What is needed:
Every line in the material below that includes "nodes" should be copied.

'''

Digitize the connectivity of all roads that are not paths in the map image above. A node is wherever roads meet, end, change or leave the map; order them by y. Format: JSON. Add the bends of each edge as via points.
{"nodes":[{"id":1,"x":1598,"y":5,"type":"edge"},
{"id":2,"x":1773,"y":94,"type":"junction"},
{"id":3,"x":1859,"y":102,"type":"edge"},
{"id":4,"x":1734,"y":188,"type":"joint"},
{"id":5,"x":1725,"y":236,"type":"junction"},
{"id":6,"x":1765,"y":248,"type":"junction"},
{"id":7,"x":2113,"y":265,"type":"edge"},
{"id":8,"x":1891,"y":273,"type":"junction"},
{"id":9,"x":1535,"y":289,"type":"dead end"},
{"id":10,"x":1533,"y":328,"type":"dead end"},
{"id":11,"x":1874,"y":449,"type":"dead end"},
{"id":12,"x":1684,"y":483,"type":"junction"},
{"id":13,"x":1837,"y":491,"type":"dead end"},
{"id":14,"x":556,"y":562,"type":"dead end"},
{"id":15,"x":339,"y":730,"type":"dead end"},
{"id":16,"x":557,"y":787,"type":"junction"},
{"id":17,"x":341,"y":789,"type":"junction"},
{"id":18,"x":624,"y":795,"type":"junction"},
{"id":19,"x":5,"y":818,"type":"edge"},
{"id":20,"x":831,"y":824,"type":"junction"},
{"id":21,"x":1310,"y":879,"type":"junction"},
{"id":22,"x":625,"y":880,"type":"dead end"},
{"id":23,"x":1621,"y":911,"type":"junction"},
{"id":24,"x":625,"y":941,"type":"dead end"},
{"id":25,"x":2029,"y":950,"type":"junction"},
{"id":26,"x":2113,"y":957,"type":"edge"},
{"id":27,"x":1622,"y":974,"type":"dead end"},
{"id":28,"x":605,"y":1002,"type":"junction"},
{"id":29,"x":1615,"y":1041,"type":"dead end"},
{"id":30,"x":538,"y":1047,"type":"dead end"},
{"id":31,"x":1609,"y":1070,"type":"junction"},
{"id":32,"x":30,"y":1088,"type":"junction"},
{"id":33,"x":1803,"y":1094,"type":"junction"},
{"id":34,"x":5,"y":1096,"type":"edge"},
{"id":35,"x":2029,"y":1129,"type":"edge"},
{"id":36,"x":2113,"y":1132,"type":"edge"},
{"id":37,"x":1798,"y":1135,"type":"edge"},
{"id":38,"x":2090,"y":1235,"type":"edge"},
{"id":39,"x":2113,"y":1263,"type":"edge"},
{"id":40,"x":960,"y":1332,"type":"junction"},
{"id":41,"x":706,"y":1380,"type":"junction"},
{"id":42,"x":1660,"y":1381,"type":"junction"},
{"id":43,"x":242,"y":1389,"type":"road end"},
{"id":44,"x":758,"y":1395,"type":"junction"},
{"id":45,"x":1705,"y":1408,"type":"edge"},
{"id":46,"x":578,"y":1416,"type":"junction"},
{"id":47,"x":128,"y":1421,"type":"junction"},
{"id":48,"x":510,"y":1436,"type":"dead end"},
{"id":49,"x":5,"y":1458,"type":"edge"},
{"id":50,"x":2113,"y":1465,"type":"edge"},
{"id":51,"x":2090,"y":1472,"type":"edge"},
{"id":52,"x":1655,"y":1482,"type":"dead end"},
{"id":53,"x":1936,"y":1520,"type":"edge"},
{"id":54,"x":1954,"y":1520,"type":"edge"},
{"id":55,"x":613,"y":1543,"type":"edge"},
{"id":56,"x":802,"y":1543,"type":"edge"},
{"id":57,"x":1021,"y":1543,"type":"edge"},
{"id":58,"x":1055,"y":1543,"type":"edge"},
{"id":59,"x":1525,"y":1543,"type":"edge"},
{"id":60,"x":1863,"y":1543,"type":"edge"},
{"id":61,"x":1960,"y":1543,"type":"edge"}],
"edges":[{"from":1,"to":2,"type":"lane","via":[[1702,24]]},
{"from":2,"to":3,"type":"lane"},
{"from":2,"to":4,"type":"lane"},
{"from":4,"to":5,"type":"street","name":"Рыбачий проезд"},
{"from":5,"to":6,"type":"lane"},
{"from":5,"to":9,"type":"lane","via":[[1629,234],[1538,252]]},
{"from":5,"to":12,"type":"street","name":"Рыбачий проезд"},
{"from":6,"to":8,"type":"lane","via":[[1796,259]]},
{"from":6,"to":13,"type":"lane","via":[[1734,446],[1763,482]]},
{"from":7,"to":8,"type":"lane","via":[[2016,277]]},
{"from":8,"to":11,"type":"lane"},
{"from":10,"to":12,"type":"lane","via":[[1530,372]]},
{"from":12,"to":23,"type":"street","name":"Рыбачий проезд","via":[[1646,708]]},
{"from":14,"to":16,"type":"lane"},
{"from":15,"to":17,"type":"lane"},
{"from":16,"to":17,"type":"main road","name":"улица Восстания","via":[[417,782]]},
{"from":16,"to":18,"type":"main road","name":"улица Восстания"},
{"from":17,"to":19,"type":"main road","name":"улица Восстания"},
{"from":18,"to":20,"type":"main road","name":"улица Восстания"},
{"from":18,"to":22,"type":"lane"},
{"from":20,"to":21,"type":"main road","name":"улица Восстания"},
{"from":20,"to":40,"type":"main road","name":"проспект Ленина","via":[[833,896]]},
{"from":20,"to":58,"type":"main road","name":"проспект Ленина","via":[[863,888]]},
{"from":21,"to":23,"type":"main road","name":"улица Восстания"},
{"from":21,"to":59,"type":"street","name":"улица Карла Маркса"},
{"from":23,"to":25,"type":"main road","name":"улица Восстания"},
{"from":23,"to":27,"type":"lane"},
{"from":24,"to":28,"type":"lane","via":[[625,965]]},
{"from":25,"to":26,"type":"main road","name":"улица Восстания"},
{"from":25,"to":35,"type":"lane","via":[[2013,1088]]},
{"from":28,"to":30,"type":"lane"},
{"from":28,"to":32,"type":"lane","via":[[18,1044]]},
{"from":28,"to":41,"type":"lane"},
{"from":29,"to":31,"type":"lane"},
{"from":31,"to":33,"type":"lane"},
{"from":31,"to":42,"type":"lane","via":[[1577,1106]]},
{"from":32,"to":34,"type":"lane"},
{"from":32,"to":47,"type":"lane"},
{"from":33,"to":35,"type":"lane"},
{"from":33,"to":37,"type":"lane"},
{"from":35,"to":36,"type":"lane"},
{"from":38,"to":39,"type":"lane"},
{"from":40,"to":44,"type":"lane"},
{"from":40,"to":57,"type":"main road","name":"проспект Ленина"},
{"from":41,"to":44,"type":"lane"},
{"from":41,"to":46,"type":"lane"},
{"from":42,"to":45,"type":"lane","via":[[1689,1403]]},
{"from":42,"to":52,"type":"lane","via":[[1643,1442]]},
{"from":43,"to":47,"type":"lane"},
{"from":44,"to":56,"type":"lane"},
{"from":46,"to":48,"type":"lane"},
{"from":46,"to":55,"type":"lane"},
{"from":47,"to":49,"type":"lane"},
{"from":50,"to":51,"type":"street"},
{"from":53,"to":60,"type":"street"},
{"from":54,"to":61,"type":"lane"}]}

'''
'''

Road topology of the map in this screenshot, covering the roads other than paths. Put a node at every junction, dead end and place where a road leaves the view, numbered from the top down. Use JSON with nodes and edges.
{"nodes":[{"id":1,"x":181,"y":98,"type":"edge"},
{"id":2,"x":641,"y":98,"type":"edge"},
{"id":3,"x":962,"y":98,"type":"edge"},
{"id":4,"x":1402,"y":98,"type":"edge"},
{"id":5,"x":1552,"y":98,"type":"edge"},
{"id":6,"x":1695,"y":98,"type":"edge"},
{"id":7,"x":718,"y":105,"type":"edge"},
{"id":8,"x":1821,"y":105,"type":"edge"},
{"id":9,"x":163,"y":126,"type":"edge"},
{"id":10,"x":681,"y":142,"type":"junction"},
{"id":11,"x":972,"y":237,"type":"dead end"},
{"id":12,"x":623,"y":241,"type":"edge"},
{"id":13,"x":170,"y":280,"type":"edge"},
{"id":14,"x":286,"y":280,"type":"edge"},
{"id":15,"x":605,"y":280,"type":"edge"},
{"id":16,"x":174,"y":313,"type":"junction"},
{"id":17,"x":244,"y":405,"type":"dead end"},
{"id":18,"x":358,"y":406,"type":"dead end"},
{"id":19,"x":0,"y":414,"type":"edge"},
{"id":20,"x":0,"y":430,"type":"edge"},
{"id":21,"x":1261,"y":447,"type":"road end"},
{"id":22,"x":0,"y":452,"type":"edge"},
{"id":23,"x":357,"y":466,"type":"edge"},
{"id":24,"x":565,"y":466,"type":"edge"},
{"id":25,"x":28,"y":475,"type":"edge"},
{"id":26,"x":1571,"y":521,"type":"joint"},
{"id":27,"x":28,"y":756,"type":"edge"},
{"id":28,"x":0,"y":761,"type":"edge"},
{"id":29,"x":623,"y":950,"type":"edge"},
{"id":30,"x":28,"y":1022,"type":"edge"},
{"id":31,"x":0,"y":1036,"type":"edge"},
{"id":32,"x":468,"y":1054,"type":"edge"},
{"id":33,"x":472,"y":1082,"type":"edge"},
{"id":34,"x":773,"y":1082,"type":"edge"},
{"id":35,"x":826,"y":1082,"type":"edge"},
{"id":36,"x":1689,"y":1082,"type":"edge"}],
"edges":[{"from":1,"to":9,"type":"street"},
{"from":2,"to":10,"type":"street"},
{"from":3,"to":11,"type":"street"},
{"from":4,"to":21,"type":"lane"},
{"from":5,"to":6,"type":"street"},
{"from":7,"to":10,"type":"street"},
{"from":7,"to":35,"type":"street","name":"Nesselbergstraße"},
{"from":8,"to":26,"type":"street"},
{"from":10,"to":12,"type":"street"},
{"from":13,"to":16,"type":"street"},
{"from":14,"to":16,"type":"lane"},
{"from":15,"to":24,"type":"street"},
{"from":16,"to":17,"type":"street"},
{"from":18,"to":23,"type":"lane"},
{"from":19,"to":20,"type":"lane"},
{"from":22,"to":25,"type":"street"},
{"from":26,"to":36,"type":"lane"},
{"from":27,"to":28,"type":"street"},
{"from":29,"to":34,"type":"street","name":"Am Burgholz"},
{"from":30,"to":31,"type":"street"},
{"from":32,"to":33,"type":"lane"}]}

'''

Solution to the exercise:
{"nodes":[{"id":1,"x":1598,"y":5,"type":"edge"},
Road topology of the map in this screenshot, covering the roads other than paths. Put a node at every junction, dead end and place where a road leaves the view, numbered from the top down. Use JSON with nodes and edges.
{"nodes":[{"id":1,"x":181,"y":98,"type":"edge"},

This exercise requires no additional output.